22 - Positif

271 15 3
                                    

Dinda pulang kerumah dianter sama Eric atas permintaan Jeno pastiya. Padahal acara belum selesai, harusnya dia masih jaga di uks bersama dengan Mona sekarang.

Tapi Jeno ngotot nyuruh Dinda pulang karena keadaannya yang emang lagi kurang enak badan, tapi entah kenapa Dinda malah curiga dan mikir yang enggak-enggak.

Bunda Diana lagi masak dibawah, masak udang saus tiram kesukaan anaknya. Diana sebenarnya sudah membuat sayur lodeh untuk santapan hari ini, tapi karena anaknya kurang enak badan jadi Diana mikir buat bikin makanan kesukaan Dinda.

Dinda yang emang udah ga tahan mau makan makanan kesukaannya pun turun menghampiri Bundanya yang masih berada di dalam dapur.

"Bunda. . . Udah jadi belum." Dinda berdiri tepat disebelah Bunda  sembari melihat apa yang sedang dilakukan Bundanya ini.

"Loh Dinda? Kamu kan lagi kurang enak badan sayang... tunggu dikamar aja, nanti kalo udah mateng Bunda bilangin." Ucap Diana yang peduli terhadap anaknya.

Dinda hanya tersenyum dan tertawa ringan, Bundanya ini terlalu lebay.
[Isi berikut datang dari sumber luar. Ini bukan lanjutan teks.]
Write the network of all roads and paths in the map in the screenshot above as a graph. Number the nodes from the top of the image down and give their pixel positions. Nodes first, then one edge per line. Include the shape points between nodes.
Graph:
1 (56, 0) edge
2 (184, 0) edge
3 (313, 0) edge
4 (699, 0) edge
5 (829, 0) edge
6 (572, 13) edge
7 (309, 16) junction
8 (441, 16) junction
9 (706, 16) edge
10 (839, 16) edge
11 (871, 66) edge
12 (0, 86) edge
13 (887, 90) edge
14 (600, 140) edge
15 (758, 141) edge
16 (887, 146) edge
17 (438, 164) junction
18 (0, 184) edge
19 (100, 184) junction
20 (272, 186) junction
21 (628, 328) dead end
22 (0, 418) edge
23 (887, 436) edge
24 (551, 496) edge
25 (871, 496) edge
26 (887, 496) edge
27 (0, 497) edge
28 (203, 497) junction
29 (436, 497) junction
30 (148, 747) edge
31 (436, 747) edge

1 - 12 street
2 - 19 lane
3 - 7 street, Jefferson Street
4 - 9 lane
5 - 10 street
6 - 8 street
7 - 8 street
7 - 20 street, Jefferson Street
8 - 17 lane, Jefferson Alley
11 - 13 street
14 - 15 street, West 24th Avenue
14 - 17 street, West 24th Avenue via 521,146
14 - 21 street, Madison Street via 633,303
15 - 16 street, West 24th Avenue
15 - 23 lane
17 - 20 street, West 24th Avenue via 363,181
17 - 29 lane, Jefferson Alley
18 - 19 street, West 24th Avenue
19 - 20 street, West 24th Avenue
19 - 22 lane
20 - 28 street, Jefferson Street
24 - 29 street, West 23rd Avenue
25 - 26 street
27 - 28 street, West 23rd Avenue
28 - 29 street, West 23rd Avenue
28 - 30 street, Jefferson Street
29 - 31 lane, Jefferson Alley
Dinda tidak merasa sakit yang berlebihan, kata Bundanya juga paling cuma masuk angin.

"Bunda lebay ih, aku gak papa kok." Ucap Dinda sebelum sebelum ia merasakan sesuatu yang aneh.

Diana mengaduk udang saus tiram yang berada diatas wajan dan membuat aroma dari makanan tersebut menyebar kesudut-sudut dapur. Dinda yang mencium aroma itu tiba-tiba rasanya seperti tersedak dan membuat perutnya mual.

"Uekk-" Dinda tidak bisa menahannya.

Ia terbirit birit kearah wastafel yang ada di dapur. Namun bau udang masih tetap tercium, membuat perutnya rasa semakin mual. Karena tak tahan ia pun berlari masuk kedalam kamar mandi.

Diana yang kaget karena anaknya kembali mual-mual itu pun segera mematikan kompor yang mana makanannya memang sudah matang kemudia  menyusul Dinda yang masih di kamar mandi.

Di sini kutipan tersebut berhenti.